_RECORDS PROVIDED:_

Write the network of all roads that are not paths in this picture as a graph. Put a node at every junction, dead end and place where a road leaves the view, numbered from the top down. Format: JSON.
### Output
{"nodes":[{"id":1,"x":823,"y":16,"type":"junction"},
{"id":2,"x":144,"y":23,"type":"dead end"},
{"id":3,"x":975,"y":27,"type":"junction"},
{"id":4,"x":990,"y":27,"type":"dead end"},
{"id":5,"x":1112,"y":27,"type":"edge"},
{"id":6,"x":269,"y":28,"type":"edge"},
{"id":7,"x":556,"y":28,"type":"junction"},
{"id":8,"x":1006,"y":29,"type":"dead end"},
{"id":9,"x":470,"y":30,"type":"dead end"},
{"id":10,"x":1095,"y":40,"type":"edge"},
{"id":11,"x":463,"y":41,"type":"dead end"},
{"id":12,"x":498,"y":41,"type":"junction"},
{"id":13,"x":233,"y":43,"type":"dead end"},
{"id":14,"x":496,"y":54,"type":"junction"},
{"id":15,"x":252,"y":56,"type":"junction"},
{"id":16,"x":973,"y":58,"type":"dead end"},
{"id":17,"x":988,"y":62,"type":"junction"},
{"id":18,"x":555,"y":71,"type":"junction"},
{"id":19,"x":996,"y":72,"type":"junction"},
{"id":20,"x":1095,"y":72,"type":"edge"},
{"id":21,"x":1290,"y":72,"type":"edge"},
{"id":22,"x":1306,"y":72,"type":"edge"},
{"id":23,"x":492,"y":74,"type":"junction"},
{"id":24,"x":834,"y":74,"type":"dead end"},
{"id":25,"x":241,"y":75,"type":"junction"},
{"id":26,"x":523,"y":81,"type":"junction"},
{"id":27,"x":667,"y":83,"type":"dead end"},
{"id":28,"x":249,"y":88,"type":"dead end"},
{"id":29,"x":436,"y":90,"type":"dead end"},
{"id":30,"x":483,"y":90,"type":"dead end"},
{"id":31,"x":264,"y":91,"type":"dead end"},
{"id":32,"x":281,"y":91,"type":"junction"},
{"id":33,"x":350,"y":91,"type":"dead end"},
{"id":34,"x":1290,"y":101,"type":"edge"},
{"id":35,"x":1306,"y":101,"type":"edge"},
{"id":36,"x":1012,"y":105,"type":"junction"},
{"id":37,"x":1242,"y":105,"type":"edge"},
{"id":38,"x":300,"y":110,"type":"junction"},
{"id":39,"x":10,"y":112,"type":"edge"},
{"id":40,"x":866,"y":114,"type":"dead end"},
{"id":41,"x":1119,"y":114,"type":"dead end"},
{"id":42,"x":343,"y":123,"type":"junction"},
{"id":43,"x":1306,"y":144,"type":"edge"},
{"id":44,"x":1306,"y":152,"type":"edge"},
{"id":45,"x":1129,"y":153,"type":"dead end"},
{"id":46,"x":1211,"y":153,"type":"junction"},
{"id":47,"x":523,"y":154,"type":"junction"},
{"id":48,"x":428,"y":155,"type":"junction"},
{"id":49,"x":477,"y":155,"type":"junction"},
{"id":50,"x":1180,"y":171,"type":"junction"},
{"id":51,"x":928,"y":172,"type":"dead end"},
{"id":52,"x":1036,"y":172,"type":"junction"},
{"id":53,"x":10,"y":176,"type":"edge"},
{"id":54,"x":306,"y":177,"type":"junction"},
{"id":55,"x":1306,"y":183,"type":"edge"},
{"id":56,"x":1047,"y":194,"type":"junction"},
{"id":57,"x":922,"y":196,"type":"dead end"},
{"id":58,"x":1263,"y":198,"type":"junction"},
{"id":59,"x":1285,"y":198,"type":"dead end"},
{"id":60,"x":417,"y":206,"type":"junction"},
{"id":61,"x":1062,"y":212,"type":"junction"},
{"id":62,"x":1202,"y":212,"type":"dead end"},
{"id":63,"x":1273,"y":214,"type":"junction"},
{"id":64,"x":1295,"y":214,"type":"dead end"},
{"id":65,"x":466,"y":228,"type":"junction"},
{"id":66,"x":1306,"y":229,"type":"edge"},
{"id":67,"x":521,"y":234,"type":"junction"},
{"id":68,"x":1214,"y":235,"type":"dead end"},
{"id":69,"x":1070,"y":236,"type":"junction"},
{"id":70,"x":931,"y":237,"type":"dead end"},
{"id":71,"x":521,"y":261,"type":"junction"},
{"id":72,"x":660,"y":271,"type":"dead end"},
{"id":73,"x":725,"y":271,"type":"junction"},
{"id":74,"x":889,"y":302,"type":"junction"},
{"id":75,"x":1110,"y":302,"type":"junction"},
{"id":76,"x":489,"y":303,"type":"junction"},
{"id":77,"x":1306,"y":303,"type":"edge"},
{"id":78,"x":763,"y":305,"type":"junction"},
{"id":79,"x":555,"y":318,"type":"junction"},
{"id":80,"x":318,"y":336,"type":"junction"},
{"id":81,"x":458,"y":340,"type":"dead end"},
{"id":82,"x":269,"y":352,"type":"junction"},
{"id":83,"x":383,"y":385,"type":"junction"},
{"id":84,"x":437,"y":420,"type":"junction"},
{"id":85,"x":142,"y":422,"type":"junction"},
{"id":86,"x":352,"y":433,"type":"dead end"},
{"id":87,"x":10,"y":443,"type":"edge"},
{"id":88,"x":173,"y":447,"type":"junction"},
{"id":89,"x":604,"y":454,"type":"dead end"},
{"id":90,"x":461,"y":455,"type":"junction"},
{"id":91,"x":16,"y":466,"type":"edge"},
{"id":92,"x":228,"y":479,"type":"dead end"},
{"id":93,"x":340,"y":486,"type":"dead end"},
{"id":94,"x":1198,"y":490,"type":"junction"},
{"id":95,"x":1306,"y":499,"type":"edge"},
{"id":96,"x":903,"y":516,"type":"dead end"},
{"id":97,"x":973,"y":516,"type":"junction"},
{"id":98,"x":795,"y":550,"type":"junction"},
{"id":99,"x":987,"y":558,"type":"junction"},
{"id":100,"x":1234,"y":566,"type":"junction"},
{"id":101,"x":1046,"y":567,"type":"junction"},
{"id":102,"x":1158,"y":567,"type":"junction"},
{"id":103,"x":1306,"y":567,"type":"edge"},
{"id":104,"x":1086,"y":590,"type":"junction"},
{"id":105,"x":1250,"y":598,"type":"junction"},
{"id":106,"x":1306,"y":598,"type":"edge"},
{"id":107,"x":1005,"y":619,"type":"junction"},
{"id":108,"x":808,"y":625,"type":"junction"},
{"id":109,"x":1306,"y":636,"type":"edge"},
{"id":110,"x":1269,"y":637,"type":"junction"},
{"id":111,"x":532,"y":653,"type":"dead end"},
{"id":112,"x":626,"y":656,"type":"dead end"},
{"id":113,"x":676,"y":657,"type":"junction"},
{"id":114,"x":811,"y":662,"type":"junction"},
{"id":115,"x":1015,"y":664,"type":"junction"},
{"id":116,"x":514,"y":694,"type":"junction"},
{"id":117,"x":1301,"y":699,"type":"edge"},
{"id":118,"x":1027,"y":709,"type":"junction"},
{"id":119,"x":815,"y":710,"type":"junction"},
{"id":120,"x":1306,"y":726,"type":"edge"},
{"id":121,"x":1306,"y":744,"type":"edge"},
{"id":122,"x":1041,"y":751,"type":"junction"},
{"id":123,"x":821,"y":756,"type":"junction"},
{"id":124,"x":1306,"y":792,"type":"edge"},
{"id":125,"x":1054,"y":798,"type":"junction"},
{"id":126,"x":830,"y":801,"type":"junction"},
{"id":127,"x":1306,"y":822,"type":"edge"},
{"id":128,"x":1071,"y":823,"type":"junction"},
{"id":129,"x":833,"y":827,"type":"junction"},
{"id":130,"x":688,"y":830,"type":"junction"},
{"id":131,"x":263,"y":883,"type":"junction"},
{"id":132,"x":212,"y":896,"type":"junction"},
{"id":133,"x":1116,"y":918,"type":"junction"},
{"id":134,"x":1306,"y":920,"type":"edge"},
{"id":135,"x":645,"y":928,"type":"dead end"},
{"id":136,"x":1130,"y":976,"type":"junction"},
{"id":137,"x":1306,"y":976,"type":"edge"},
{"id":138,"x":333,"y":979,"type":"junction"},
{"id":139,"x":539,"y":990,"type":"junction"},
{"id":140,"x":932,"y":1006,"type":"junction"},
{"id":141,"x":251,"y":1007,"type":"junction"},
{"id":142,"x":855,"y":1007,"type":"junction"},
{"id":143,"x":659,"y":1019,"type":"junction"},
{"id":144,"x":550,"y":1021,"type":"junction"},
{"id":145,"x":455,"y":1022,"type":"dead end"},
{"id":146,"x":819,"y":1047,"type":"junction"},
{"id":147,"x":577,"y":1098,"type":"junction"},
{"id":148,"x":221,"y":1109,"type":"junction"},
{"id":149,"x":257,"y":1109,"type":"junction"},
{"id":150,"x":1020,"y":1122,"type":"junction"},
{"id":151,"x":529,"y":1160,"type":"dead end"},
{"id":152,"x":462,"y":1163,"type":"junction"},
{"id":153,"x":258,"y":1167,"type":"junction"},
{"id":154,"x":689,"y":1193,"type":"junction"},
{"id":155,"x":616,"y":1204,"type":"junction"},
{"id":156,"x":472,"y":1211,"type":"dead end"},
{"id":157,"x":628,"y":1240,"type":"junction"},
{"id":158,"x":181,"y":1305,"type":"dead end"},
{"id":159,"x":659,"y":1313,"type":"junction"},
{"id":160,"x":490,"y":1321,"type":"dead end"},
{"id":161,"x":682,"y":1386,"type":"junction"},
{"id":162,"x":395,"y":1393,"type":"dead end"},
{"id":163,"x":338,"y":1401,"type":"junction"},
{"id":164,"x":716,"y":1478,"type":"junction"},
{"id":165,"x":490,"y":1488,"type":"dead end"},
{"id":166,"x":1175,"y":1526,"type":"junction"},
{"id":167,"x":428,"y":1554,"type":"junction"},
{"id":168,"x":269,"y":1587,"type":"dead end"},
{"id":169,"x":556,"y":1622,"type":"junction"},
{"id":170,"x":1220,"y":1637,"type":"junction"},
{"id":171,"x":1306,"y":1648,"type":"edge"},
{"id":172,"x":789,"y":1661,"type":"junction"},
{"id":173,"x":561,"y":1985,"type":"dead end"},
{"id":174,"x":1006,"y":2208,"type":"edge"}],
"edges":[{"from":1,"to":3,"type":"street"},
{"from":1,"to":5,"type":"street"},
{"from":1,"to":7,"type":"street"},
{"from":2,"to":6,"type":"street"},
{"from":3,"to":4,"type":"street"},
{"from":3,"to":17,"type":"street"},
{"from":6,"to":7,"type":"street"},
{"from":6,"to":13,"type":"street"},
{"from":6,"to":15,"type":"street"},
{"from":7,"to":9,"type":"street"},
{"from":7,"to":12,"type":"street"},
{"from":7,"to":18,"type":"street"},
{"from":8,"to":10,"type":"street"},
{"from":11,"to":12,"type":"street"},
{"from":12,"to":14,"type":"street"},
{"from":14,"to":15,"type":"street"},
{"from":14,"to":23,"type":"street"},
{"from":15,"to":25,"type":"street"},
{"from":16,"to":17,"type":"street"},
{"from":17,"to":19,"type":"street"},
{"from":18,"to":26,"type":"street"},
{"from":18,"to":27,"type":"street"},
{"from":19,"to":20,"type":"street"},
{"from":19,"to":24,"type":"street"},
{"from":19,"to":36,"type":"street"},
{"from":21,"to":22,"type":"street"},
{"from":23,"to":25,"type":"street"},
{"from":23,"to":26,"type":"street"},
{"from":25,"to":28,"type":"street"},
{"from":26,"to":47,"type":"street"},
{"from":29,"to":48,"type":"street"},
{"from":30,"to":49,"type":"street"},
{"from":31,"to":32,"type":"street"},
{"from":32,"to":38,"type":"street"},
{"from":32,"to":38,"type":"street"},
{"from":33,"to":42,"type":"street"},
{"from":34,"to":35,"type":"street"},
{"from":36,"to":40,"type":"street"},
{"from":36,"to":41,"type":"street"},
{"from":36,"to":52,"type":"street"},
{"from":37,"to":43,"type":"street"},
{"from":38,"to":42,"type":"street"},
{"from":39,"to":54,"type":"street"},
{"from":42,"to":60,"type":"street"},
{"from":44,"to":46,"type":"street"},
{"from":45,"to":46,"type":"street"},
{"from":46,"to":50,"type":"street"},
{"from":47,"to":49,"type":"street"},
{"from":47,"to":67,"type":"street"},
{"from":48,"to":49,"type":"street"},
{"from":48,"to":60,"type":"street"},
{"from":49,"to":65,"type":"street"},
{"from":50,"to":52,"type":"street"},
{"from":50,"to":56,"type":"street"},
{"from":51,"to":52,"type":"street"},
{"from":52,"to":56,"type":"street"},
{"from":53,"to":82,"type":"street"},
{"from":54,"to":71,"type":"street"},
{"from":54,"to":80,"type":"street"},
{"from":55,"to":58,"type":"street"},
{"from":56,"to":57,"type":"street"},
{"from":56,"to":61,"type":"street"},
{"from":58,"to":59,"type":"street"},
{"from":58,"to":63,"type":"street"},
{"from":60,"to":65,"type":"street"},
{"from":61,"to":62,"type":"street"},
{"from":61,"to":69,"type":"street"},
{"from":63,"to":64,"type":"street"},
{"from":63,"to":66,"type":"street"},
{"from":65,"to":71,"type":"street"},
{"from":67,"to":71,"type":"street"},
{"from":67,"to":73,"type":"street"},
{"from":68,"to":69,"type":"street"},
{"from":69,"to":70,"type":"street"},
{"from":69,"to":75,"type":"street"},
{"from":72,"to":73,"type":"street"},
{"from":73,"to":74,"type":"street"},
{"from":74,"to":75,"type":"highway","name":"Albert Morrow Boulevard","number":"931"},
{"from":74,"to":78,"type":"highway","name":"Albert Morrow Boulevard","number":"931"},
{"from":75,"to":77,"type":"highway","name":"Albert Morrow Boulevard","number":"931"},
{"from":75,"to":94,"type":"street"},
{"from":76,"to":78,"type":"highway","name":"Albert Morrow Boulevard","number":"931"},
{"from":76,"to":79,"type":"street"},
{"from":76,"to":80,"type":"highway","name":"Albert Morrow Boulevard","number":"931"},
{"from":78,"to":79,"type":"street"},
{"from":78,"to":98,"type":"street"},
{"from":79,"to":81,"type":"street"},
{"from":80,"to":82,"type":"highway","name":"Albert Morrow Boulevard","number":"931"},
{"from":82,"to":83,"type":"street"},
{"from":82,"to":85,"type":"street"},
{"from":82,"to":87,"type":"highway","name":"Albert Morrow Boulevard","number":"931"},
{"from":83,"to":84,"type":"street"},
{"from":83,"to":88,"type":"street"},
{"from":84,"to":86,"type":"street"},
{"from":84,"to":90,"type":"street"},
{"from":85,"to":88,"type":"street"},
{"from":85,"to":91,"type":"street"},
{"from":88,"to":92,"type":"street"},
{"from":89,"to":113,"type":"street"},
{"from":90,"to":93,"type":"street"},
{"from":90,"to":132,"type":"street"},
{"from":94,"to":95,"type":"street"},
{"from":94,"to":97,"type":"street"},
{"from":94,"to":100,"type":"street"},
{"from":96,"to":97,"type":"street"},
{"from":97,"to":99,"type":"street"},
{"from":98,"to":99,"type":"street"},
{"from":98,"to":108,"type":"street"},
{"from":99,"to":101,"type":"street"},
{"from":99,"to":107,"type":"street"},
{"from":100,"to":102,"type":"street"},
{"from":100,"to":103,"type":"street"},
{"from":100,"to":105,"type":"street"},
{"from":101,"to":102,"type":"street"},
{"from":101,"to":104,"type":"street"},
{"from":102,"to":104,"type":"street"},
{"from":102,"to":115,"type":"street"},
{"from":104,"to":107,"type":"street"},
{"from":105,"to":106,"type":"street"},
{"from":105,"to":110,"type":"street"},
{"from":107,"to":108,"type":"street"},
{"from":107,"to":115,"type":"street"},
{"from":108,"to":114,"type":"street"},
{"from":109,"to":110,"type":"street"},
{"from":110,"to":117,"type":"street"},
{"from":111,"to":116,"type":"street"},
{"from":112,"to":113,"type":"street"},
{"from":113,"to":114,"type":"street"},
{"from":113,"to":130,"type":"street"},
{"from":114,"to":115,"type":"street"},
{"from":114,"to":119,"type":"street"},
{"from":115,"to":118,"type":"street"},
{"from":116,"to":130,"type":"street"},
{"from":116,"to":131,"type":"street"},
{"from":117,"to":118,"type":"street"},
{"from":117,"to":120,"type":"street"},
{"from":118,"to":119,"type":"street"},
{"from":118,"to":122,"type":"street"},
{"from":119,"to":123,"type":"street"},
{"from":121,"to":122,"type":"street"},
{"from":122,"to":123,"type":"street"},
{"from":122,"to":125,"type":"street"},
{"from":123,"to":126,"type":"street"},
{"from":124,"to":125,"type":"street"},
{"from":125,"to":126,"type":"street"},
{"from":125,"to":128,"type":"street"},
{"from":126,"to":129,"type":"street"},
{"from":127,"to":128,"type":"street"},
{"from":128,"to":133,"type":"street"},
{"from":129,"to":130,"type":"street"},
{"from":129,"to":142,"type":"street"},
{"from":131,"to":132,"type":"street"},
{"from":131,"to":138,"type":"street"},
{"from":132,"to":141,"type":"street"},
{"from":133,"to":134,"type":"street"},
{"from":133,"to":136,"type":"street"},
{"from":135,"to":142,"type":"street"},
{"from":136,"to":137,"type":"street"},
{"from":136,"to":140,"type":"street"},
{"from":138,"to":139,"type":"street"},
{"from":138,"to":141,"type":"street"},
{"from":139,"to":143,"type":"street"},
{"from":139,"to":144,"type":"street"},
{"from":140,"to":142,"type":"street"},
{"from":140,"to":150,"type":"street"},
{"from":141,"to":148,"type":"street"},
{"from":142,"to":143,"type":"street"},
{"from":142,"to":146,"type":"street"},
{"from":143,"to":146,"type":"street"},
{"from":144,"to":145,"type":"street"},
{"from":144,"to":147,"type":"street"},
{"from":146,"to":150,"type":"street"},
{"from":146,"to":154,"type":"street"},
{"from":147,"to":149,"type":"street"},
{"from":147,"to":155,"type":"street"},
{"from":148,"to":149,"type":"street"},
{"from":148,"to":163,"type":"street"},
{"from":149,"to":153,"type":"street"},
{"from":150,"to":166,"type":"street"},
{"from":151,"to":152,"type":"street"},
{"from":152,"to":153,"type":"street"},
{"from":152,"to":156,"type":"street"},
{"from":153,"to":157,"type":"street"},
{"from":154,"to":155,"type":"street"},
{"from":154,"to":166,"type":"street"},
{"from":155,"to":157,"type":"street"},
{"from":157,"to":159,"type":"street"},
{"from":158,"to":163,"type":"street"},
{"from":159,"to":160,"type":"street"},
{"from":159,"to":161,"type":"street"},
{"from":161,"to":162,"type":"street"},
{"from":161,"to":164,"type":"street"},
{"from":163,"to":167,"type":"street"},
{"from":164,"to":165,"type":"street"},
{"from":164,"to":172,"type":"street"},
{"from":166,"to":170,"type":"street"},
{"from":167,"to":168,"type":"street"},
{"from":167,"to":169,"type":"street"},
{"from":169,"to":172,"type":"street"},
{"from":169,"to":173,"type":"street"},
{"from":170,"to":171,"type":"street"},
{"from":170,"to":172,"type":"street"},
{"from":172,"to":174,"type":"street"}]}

_TO DO:_
Pull from the data each line where the string "Morrow" turns up.

_TASK RESULT:_
{"from":74,"to":75,"type":"highway","name":"Albert Morrow Boulevard","number":"931"},
{"from":74,"to":78,"type":"highway","name":"Albert Morrow Boulevard","number":"931"},
{"from":75,"to":77,"type":"highway","name":"Albert Morrow Boulevard","number":"931"},
{"from":76,"to":78,"type":"highway","name":"Albert Morrow Boulevard","number":"931"},
{"from":76,"to":80,"type":"highway","name":"Albert Morrow Boulevard","number":"931"},
{"from":80,"to":82,"type":"highway","name":"Albert Morrow Boulevard","number":"931"},
{"from":82,"to":87,"type":"highway","name":"Albert Morrow Boulevard","number":"931"},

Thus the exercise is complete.